The first five or so minutes of an NPR “Morning Edition” broadcast this morning sounds as though it is the product of Reason TV.  It is a clip from the NPR series “Invisibilia.”  (Go here and then scroll down to “Invisibilia Season 2.”  Then hit the accompanying “Listen” button.)

In this clip, McDonald’s is positively portrayed as being an excellent, almost heroic, force for good.  McDonald’s manner of doing business is celebrated as changing social norms for the better – for making the world (or at least Russia) not only a more consumer-friendly place, but also a more pleasant, a more polite, a more respectful, and a (yes) more happy place.
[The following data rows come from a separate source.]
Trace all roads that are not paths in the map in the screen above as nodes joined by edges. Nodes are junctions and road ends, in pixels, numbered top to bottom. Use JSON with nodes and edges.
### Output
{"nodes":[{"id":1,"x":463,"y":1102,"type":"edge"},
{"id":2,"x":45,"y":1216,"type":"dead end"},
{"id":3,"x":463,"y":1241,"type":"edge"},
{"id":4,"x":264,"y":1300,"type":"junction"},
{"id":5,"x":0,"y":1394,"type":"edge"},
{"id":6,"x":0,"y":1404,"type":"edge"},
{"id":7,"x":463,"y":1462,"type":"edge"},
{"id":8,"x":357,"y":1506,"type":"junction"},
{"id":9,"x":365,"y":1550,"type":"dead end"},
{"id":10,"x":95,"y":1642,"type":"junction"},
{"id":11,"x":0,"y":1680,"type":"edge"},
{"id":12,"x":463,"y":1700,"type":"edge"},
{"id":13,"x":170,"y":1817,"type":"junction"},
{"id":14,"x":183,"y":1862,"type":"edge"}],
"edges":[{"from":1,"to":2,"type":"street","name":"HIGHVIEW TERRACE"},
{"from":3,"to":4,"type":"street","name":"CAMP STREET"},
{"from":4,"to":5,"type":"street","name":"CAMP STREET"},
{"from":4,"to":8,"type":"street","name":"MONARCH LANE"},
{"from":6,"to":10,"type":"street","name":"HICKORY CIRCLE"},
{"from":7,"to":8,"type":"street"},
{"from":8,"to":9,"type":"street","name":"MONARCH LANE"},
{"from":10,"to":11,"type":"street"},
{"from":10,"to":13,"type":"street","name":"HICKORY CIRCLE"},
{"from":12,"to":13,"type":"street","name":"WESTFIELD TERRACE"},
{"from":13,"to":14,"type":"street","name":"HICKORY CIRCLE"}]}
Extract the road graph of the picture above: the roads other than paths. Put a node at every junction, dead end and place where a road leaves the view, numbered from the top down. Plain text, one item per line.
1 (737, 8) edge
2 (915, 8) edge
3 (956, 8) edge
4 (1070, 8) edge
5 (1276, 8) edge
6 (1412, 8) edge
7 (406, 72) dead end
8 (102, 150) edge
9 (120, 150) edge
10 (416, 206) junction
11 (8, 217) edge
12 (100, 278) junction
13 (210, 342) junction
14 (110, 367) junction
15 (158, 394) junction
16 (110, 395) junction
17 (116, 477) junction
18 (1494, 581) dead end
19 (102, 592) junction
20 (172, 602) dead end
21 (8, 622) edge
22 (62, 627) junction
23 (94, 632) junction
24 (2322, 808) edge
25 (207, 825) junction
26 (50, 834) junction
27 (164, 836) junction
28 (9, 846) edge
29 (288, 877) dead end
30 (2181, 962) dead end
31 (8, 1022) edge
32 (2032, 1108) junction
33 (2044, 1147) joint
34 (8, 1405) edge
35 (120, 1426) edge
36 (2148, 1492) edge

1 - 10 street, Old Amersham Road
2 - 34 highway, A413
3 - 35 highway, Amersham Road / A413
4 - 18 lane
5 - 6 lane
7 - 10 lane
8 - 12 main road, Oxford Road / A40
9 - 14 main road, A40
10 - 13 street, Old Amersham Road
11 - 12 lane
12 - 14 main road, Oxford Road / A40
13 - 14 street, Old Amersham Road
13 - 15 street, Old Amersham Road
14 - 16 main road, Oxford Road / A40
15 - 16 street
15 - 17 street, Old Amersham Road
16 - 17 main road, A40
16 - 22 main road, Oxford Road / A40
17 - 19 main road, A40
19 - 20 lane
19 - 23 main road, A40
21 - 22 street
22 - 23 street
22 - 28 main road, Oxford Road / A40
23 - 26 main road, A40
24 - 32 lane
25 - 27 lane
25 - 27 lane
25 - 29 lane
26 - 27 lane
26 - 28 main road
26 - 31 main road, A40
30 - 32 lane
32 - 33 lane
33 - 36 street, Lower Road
Listeners are reminded at the start of the clip that Americans smile a lot, including at strangers.  Russians – and, especially, Russians under Soviet domination – did not smile very much.  Then McDonald’s opened in Moscow in 1990.  McDonald’s trains its workers to smile at customers, and to be polite and friendly.  We then learn – from one of the Russians who worked at that McDonald’s in Moscow – that that restaurant became a place of pleasant refuge for Muscovites.  The simple, smiling friendliness and politeness that Americans take for granted was, in Russia, actively sought after by many Russians and embraced by their choosing to dine at McDonald’s.

Commerce – voluntary exchange – is essential for what Deirdre McCloskey calls “market-tested betterment.”  This betterment, however – and Deirdre would agree – is manifested not only in new and better material products but also in the ways in which businesses treat consumers.  In market economies consumers are valuable to businesses; in these economies consumers are treated by businesses as respected guests.  In contrast, in non-market economies – in economies in which prices and profits are prevented from moving in market-clearing directions – consumers are treated by ‘businesses’ as repellant pests.

Even the last, short part of the “Morning Edition” segment of “Invisibilia” – the part that does not sound as though it was produced by Reason TV –  sings, albeit unintentionally, the praises of markets: businesses are so intent on pleasing their customers that they demand that workers who interact with customers bend over backwards to please even difficult customers.